What’s more: Before you start patting yourself on the back for that incredibly unique passphrase you use for Netflix, know that Digital Shadows’ report also reveals that 5 billion of those are passwords that are not used anywhere else.
Making a profit: While cybercriminals navigating the dark web do sell some of these credentials, a significant portion of consumer accounts are simply given away for free. When money does trade digital hands, however, prices vary. Bank and financial accounts sell for $70.91, on average; accounts for antivirus programs sell for $21.67; aforementioned consumer accounts go for $15.43; social media, file sharing, and streaming accounts sell for less than $10.
Protecting yourself: “The message is simple – consumers should use different passwords for every account, and organizations should stay ahead of the criminals by tracking where the details of their employees and customers could be compromised,” said Rick Holland, CISO at Digital Shadows.

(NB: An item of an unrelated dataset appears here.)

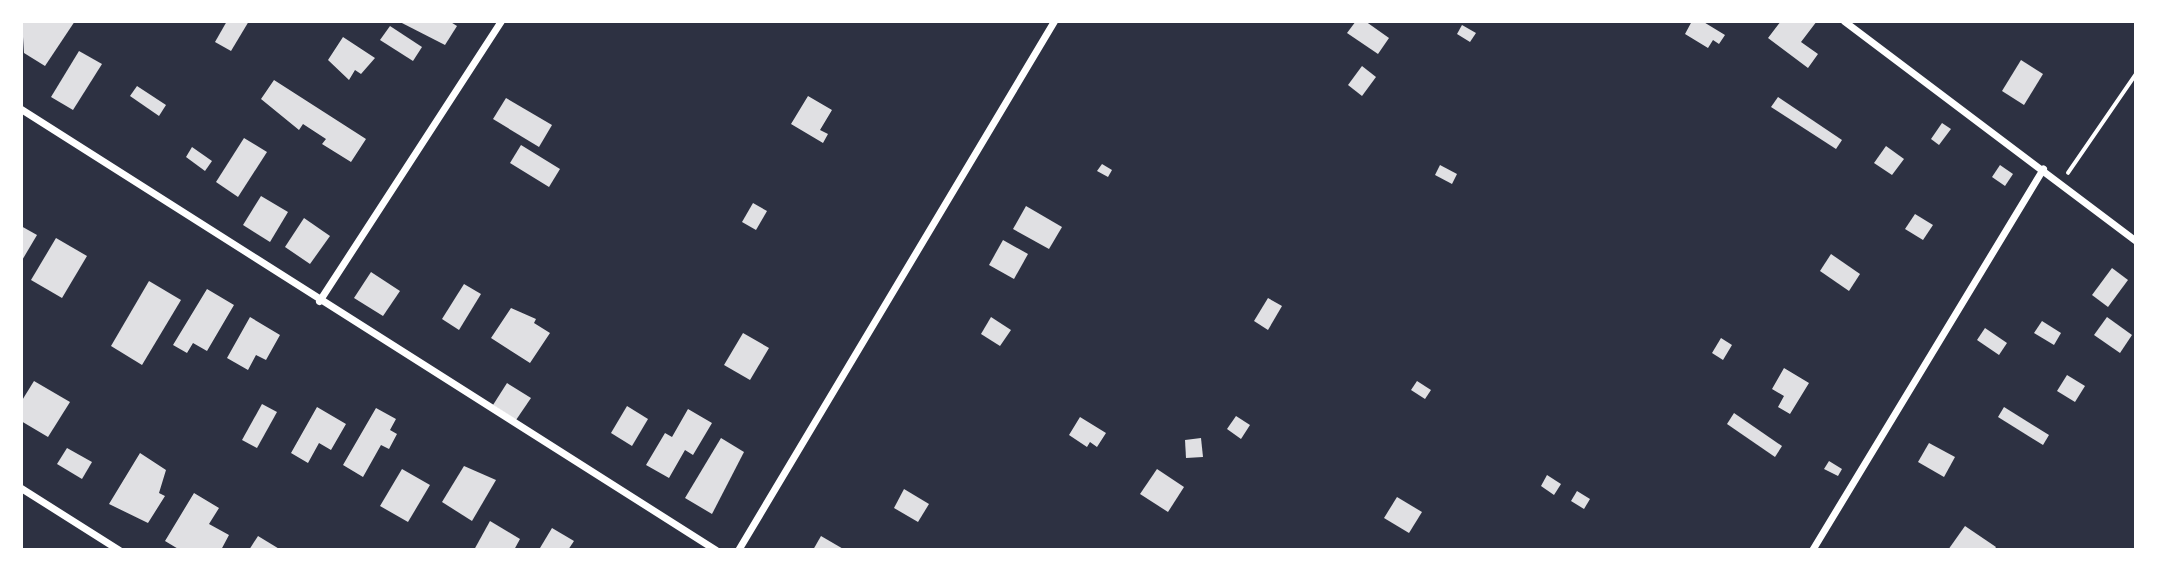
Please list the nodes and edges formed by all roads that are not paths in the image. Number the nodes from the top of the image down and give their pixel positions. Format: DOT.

Using different passwords is a good start, but consumers should also use 2-factor authentication, password managers, and authentication apps and keys, as they will only strengthen your security. While all this might take time to set up and get used to, it’s ultimately worth it.
Bottom line: It’s easy to think your accounts are protected by lengthy, symbol-filled passwords and the websites that require them, but the truth is they aren’t. It’ll take more than a clever phrase to be more secure.